Il la poursuivit, réussit à l’attraper. Elle se défendit, essaya de lui faire lâcher prise.
— Frau Bulthaupt, vous protégez un assassin. Vous vous êtes mise dans un sale pétrin.
— Lâchez-moi, il faut que j’aille à l’abri, ahana-t-elle.
L’alerte principale retentit très vite, sans avoir été annoncée. Quelques secondes plus tard, il entendait le vrombissement des quadrimoteurs. Et aussitôt les bombes tombèrent. La femme hurla, lâcha son balai qui heurta bruyamment le sol.
Il sursauta, tout en continuant à parler.
— N’ayez pas peur, c’est tombé loin, un kilomètre au moins. Venez, courons au bunker le plus proche.
— C’est trop loin, et on ne nous laissera plus rentrer ! Il faut que nous trouvions un endroit ici.
Ils dévalèrent un petit escalier, suivirent un couloir et se retrouvèrent dans une buanderie au plafond bas. Il ferma la porte, puis leva les yeux. S’il avait eu une tête de plus, il aurait dû la pencher de côté pour se tenir debout. Il toucha le plafond humide. Une dizaine de centimètres à peine le séparaient de la mort. De la terre glaise et de la paille, quelques poutres moisies. Il se tourna vers la femme, accroupie derrière une lessiveuse.
— Un sacré piège mortel, ce trou pourri ! lui hurla-t-il.
— Et alors ? Qu’est-ce vous voulez que j’y fasse, moi ?
On entendit de nouveau des déflagrations, bien plus intenses, plus proches que les premières.
La première alerte le surprit dans une petite rue adjacente où une maison sur deux exhibait déjà des dégâts très importants.
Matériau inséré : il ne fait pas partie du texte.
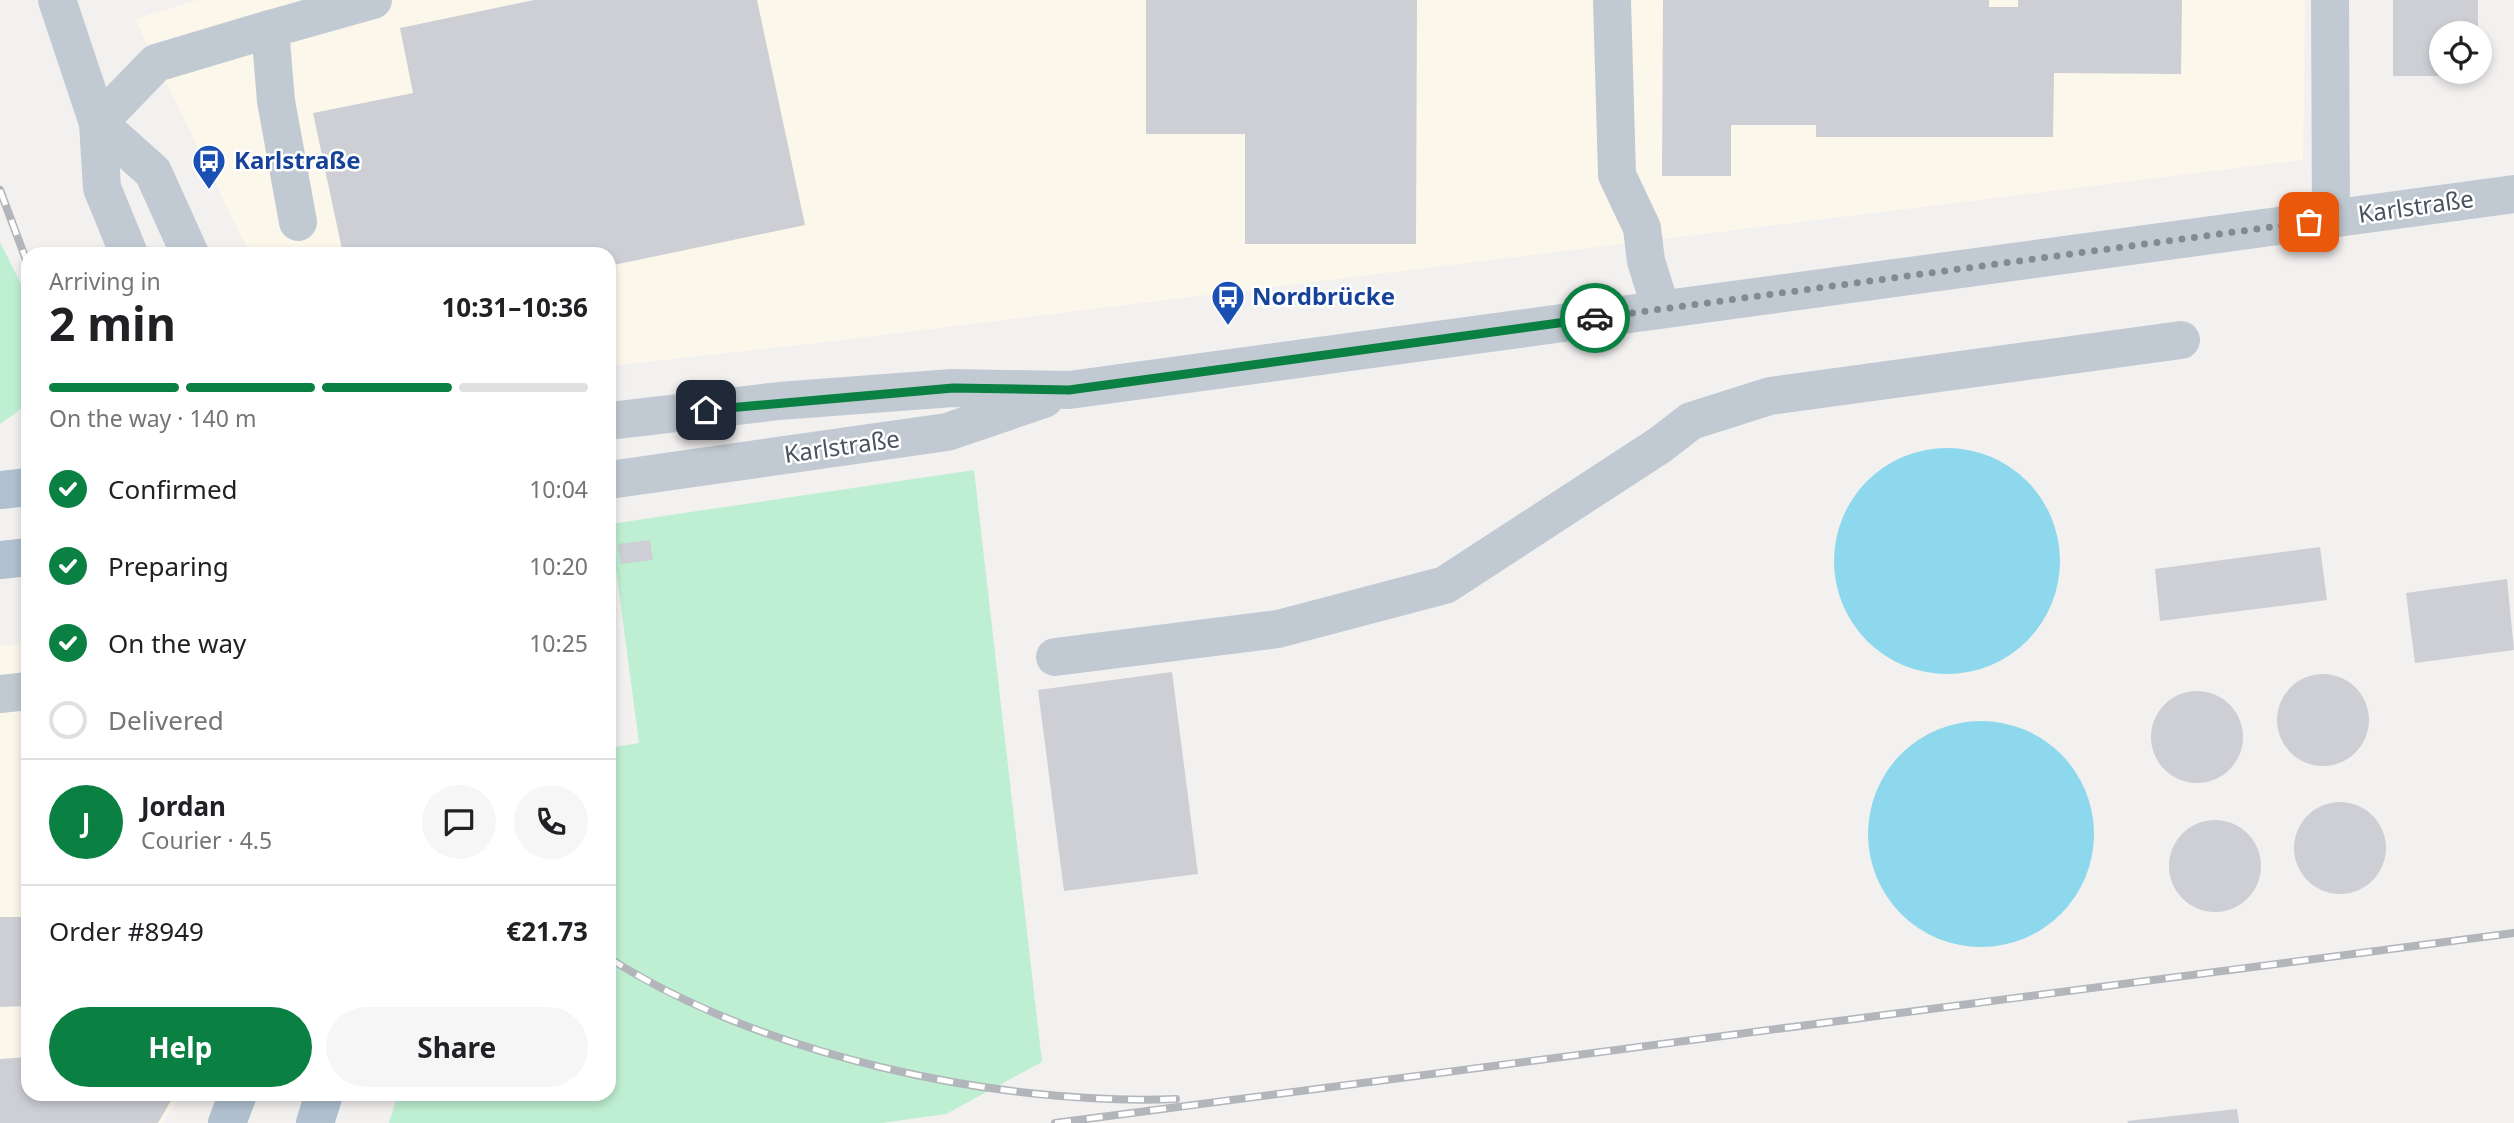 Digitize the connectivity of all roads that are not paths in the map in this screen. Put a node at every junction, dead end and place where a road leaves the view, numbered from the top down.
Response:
1 (57, 0) edge
2 (373, 0) edge
3 (1612, 0) edge
4 (2330, 0) edge
5 (270, 29) junction
6 (97, 123) junction
7 (2514, 194) edge
8 (2330, 219) junction
9 (298, 222) dead end
10 (126, 247) edge
11 (187, 247) edge
12 (1661, 309) junction
13 (2181, 341) dead end
14 (1069, 390) junction
15 (616, 420) edge
16 (616, 479) edge
17 (21, 488) edge
18 (0, 491) edge
19 (21, 558) edge
20 (0, 560) edge
21 (1055, 657) dead end
22 (21, 692) edge
23 (0, 694) edge
24 (235, 1101) edge
25 (322, 1101) edge
26 (227, 1123) edge
27 (315, 1123) edge

1 - 6 street
2 - 5 street
3 - 12 street
4 - 8 street
5 - 6 street
5 - 9 street
6 - 10 street
6 - 11 street
7 - 8 street, Karlstraße
8 - 12 street, Karlstraße
12 - 14 street, Karlstraße
13 - 21 street
14 - 15 street, Karlstraße
14 - 16 street, Karlstraße
17 - 18 main road
19 - 20 main road
22 - 23 street
24 - 26 main road
25 - 27 main road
Sa bonne humeur légèrement avinée disparut d’un seul coup au hurlement de la sirène. Il n’avait pas la moindre idée de l’endroit où il se trouvait. Les alignements de rues parsemées de ruines finissaient par se ressembler et il restait peu de repères précis.
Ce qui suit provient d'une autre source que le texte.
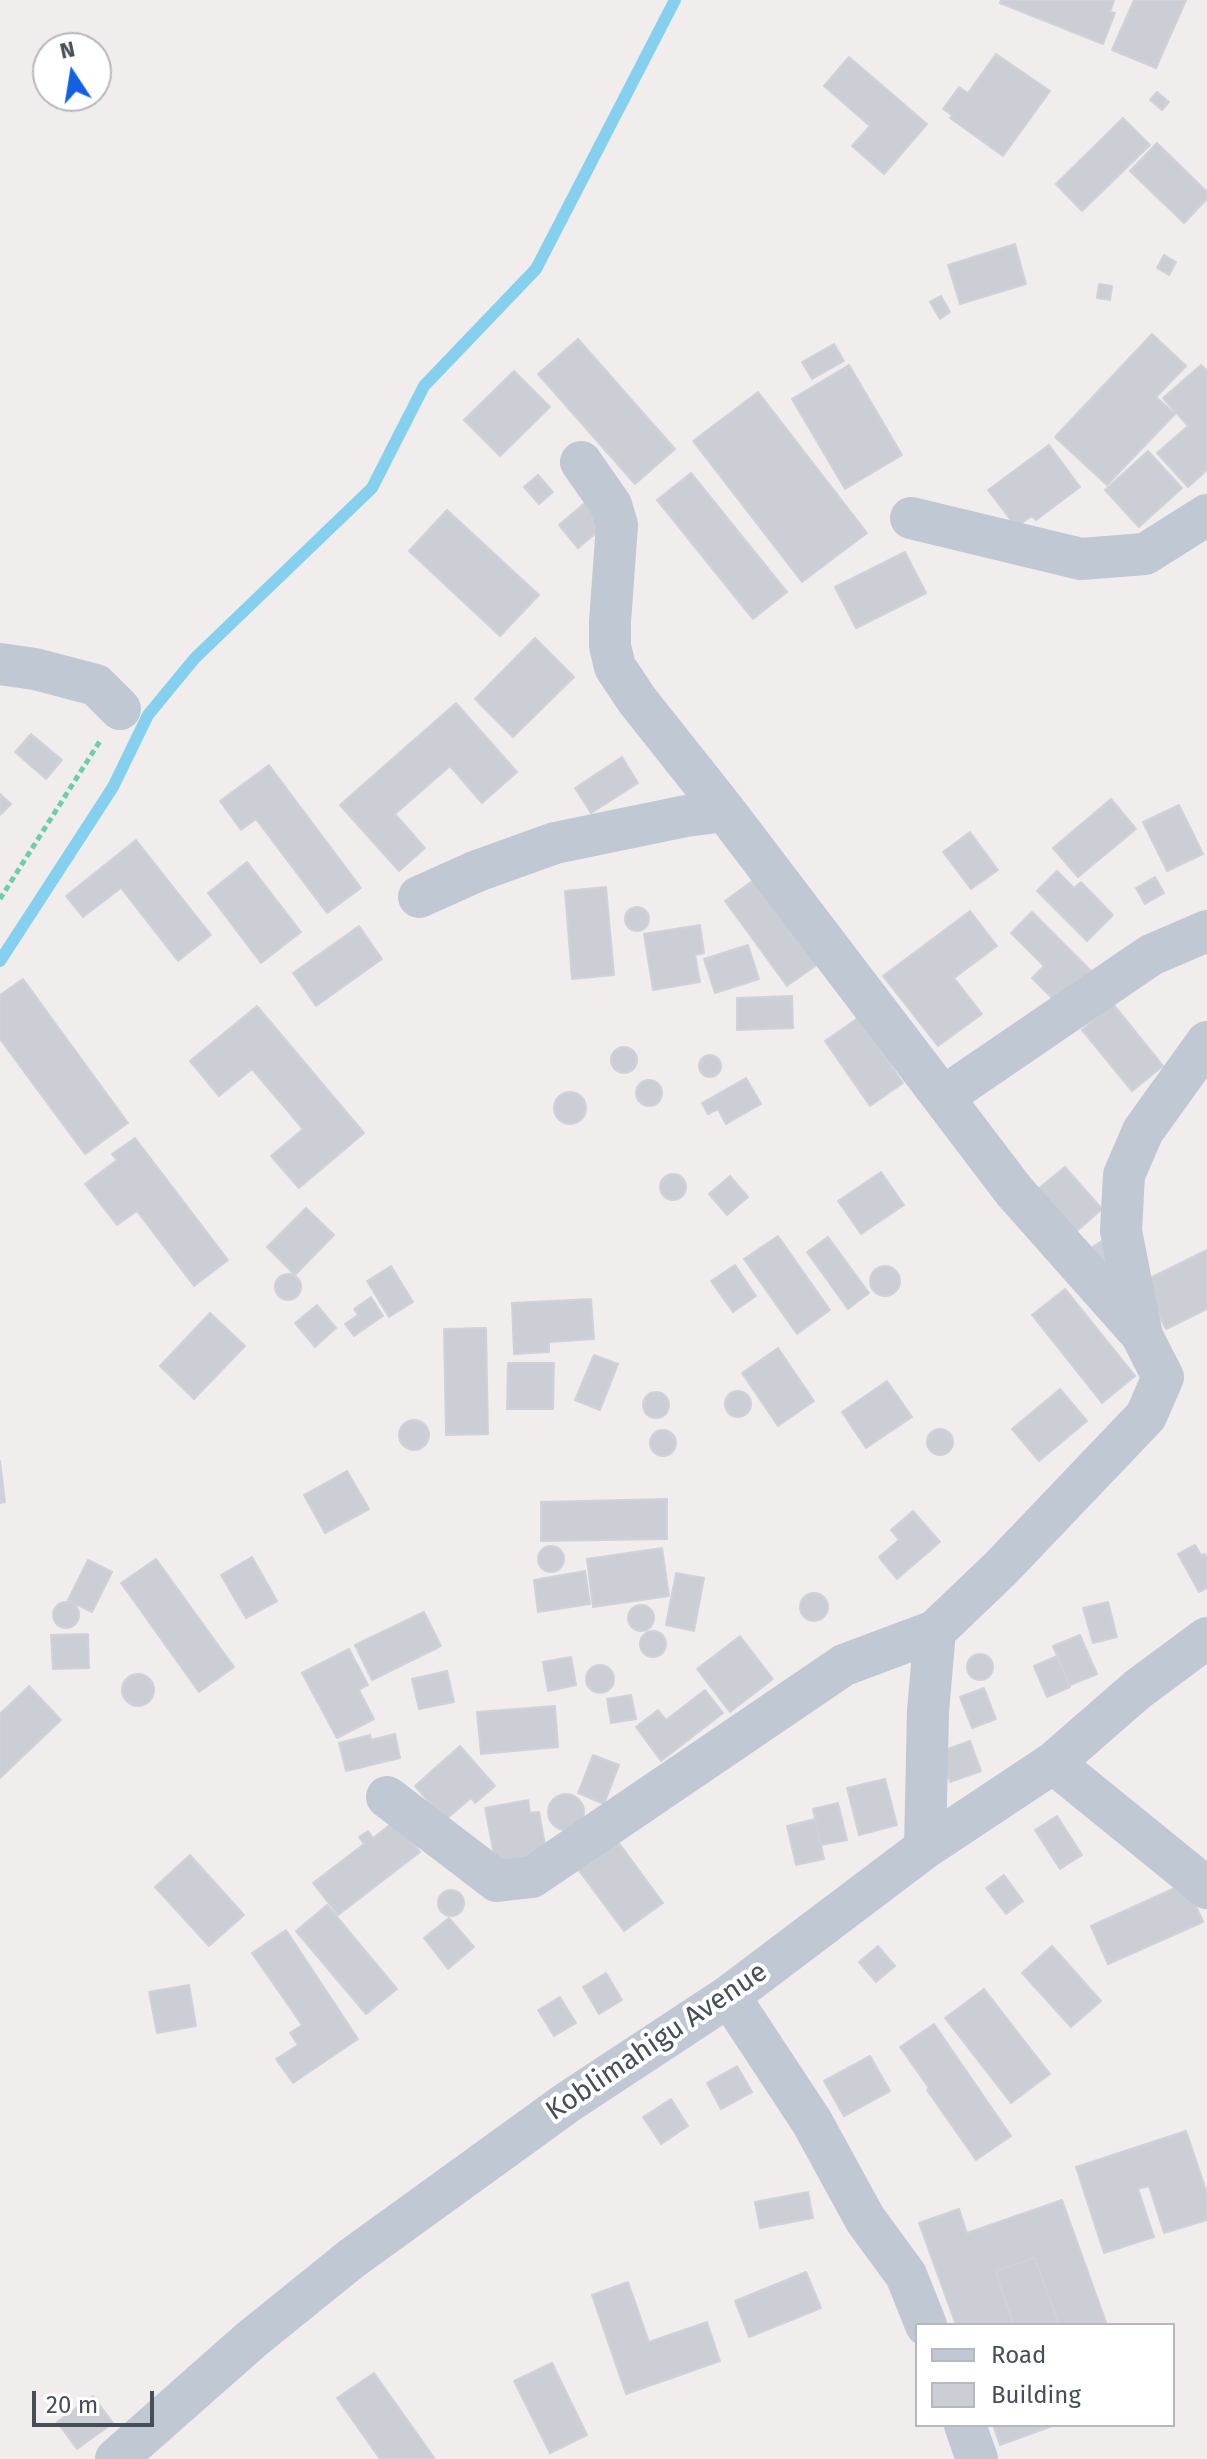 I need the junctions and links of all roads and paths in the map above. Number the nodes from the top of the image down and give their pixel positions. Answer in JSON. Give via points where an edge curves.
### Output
{"nodes":[{"id":1,"x":581,"y":462,"type":"dead end"},
{"id":2,"x":1207,"y":515,"type":"edge"},
{"id":3,"x":911,"y":518,"type":"dead end"},
{"id":4,"x":0,"y":664,"type":"edge"},
{"id":5,"x":120,"y":709,"type":"joint"},
{"id":6,"x":725,"y":811,"type":"junction"},
{"id":7,"x":419,"y":897,"type":"dead end"},
{"id":8,"x":0,"y":899,"type":"edge"},
{"id":9,"x":1207,"y":931,"type":"edge"},
{"id":10,"x":1207,"y":1042,"type":"edge"},
{"id":11,"x":943,"y":1097,"type":"junction"},
{"id":12,"x":1142,"y":1336,"type":"junction"},
{"id":13,"x":935,"y":1631,"type":"junction"},
{"id":14,"x":1207,"y":1638,"type":"edge"},
{"id":15,"x":1053,"y":1763,"type":"junction"},
{"id":16,"x":387,"y":1797,"type":"dead end"},
{"id":17,"x":925,"y":1848,"type":"junction"},
{"id":18,"x":1207,"y":1888,"type":"edge"},
{"id":19,"x":729,"y":1996,"type":"junction"},
{"id":20,"x":925,"y":2323,"type":"edge"},
{"id":21,"x":966,"y":2427,"type":"edge"},
{"id":22,"x":116,"y":2459,"type":"edge"},
{"id":23,"x":977,"y":2459,"type":"edge"}],
"edges":[{"from":1,"to":6,"type":"street","via":[[611,505],[617,525],[610,634],[615,667]]},
{"from":2,"to":3,"type":"street","via":[[1145,554],[1081,559]]},
{"from":4,"to":5,"type":"street","via":[[96,685]]},
{"from":5,"to":8,"type":"path"},
{"from":6,"to":7,"type":"street","via":[[555,843]]},
{"from":6,"to":11,"type":"street"},
{"from":9,"to":11,"type":"street","via":[[1151,955]]},
{"from":10,"to":12,"type":"street","via":[[1143,1131],[1124,1175],[1121,1231]]},
{"from":11,"to":12,"type":"street","via":[[1014,1191]]},
{"from":12,"to":13,"type":"street","via":[[1163,1377],[1146,1416]]},
{"from":13,"to":16,"type":"street","via":[[844,1665],[532,1877],[497,1881]]},
{"from":13,"to":17,"type":"street"},
{"from":14,"to":15,"type":"street","name":"Koblimahigu Avenue"},
{"from":15,"to":17,"type":"street","name":"Koblimahigu Avenue"},
{"from":15,"to":18,"type":"street"},
{"from":17,"to":19,"type":"street","name":"Koblimahigu Avenue"},
{"from":19,"to":20,"type":"street","via":[[812,2122],[865,2219],[906,2275]]},
{"from":19,"to":22,"type":"street","name":"Koblimahigu Avenue","via":[[568,2102],[351,2259]]},
{"from":21,"to":23,"type":"street"}]}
Il leva la tête vers un ciel d’un bleu étincelant. Le soleil de midi l’éblouit et dans l’air froid il sentit la sueur sur sa peau. Il était pris au piège.
À cent mètres de lui, des gens se précipitaient hors des maisons et des trous de caves. Ils surgissaient des tas d’éboulis et de remblais, tramant derrière eux des enfants en pleurs qui rechignaient. Titubant sur les gravats, ils se hâtaient dans la direction où ils pensaient être en sécurité.
Haas voulut pédaler plus vite pour ne pas les perdre de vue, mais il n’y réussit pas. Zigzaguant, il parcourut à peine une vingtaine de mètres, puis la rue se rétrécit en un chemin montant jonché de pierres, impropre aux bicyclettes. Il dessella et mit le précieux engin au cadenas contre le lampadaire le moins endommagé qu’il trouva. Valise à la main, il voulut se précipiter sur les traces du groupe, mais celui-ci était déjà hors de vue, disparu derrière un monceau de décombres. Il ne savait absolument pas où se trouvait le bunker ou l’abri le plus proche. Il sentit la transpiration lui couler au creux des reins.
Il entendit une porte claquer derrière lui et se retourna. Au pied de la façade calcinée d’une maison bombardée, un vieil homme sortait d’un trou de cave que fermait une méchante porte en planches. Le vieux était en train de faire glisser avec peine devant son soupirail une lourde porte métallique arrachée de ses gonds quand Haas le rejoignit.
— Le bunker le plus proche ? s’écria-t-il tout essoufflé.
Des yeux éteints, humides dans un visage ridé.
— T’as qu’à demander à Albert Speer.
— Arrête tes conneries, ça va recommencer. Réponds-moi.
Tout en tirant sur sa porte, le vieux lui indiqua vaguement le nord.
— Dans la deuxième rue perpendiculaire, à gauche il y a un grand abri.